Il tempo ed i viaggi di Conte

Giuseppe Conte è andato ad Ankara ad incontrare Recep Tayyip Erdoğan. Poi si è recato al Cairo per vedere Abdel Fattah al-Sisi. Infine è tornato a Roma per partecipare alla riunione con maggioranza ed opposizione per comunicare l’esito dei suoi viaggi-lampo.
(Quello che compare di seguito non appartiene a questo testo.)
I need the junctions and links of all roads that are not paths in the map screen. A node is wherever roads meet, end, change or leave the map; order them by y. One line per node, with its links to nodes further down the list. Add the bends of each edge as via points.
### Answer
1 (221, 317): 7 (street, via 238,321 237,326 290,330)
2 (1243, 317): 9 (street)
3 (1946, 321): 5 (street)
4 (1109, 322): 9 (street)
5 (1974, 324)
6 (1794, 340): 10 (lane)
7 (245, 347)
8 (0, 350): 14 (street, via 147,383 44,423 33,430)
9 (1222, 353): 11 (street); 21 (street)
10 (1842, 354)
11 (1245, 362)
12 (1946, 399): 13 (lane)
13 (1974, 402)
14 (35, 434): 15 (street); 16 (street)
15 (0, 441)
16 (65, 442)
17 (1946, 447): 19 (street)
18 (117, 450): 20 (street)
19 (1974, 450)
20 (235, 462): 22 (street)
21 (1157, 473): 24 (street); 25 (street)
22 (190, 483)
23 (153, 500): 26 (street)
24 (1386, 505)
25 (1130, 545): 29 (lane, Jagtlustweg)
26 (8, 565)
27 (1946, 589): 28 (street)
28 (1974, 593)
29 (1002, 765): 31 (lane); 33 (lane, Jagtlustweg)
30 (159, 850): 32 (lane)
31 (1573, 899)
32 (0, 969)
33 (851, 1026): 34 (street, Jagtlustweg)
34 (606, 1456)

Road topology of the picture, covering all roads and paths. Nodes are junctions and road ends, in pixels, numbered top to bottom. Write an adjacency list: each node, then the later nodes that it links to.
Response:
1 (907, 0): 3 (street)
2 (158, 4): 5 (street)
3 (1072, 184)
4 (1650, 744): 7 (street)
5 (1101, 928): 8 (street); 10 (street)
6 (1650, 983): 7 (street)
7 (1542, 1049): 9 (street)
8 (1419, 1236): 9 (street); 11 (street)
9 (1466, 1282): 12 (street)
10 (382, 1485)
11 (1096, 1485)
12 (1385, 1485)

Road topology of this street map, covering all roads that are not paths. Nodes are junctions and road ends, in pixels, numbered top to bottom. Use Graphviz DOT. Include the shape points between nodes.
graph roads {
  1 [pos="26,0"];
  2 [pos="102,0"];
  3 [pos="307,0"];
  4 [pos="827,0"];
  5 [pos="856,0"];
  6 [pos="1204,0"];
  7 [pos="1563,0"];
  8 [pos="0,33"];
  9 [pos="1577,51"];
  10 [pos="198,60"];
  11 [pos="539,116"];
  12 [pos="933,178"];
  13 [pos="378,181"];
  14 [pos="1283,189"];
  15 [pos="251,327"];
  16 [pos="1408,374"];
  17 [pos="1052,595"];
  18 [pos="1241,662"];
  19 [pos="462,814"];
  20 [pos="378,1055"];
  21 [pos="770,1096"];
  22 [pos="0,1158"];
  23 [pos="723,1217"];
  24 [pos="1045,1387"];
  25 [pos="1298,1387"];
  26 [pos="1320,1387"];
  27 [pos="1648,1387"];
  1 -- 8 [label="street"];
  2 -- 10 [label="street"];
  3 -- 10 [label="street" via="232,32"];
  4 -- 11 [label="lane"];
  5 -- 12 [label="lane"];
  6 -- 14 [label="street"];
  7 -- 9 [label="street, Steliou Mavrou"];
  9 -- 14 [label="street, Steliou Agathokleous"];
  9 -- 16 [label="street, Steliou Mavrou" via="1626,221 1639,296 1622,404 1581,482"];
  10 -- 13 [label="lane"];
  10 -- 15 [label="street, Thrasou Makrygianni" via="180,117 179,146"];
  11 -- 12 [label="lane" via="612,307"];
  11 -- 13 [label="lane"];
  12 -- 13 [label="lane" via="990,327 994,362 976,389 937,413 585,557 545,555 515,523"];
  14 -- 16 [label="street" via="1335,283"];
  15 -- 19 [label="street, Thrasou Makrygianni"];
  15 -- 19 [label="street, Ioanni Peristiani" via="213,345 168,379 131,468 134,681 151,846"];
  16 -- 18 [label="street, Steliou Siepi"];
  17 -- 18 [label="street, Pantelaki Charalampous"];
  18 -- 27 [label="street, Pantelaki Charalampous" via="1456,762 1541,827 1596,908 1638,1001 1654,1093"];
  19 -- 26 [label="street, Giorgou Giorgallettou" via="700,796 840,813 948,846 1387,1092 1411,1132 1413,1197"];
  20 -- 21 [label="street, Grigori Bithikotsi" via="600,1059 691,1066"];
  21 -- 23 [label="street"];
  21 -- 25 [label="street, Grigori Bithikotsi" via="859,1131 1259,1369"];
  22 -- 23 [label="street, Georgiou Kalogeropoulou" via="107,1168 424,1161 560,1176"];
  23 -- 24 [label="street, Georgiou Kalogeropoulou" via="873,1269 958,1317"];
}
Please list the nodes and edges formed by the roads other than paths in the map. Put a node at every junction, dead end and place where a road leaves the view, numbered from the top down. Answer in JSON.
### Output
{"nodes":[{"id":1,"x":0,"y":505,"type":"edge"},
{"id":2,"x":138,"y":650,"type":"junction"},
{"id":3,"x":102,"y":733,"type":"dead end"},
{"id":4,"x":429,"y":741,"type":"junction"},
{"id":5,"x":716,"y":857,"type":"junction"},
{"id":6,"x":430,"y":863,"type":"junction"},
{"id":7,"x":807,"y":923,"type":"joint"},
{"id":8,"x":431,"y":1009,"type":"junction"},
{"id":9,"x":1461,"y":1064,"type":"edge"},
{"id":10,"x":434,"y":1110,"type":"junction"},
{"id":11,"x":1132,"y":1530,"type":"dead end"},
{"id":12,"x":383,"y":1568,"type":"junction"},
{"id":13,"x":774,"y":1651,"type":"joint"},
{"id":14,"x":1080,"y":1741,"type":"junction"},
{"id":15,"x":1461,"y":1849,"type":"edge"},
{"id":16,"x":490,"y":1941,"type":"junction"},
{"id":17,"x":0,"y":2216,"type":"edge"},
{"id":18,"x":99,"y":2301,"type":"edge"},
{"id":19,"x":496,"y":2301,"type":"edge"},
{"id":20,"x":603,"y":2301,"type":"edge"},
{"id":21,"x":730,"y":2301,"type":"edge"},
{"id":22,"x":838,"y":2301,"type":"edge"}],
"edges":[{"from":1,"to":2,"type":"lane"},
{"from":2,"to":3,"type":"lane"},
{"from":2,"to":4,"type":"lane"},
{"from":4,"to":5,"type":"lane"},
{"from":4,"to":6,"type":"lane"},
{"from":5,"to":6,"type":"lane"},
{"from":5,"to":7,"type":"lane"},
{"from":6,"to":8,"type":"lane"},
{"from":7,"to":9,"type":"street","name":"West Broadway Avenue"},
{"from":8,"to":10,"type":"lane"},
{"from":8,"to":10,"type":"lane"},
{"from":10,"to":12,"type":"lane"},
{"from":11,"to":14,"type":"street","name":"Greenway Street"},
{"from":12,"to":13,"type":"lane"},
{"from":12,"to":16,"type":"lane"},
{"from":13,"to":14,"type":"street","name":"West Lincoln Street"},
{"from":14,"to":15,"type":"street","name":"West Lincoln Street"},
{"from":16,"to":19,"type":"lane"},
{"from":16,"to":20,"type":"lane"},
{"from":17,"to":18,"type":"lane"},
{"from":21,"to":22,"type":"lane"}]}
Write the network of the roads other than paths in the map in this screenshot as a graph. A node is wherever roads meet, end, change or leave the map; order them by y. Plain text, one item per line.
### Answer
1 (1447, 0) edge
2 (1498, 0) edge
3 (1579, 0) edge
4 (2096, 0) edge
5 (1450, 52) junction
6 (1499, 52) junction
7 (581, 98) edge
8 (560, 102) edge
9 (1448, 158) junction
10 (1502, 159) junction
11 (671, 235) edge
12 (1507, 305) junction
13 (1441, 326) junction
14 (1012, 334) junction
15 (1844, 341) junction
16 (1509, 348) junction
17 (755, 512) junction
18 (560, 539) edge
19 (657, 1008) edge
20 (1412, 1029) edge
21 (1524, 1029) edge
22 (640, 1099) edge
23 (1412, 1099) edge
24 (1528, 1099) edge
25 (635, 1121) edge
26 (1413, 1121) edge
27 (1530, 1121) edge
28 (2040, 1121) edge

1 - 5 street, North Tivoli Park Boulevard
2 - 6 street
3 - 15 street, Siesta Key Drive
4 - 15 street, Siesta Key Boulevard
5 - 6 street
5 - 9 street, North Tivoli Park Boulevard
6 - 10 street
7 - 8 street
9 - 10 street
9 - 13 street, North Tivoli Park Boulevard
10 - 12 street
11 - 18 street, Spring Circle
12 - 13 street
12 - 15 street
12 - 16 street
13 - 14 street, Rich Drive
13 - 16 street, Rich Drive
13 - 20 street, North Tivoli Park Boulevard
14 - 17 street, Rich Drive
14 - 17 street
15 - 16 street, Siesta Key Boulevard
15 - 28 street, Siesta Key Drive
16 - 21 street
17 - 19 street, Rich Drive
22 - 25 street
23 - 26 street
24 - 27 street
Cioè che in Turchia ha trovato bel tempo a dispetto della stagione che normalmente nell’altopiano anatolico è inclemente e che al Cairo la temperatura era gradevole ma mai come quella della tarda primavera.

Insomma, Conte, non avendo altro da dire visto che sulle vicende libiche il nostro Governo conta come il due di picche, a maggioranza ed opposizione potrà riferire solo del tempo. Il ché, però, non è poco. Per uno che dalla Turchia ha inviato al conclave del Partito Democratico in corso in Sabina l’auspicio che l’attuale esperienza di governo possa, “per l’affiatamento e sempre maggiore coesione, far nascere un processo politico sempre più definito”, è anche troppo.

Affiatamento? Coesione? Dentro un Governo che ha bisogno di verifiche praticamente giornaliere? Meglio parlare del tempo. Almeno non si dicono sciocchezze!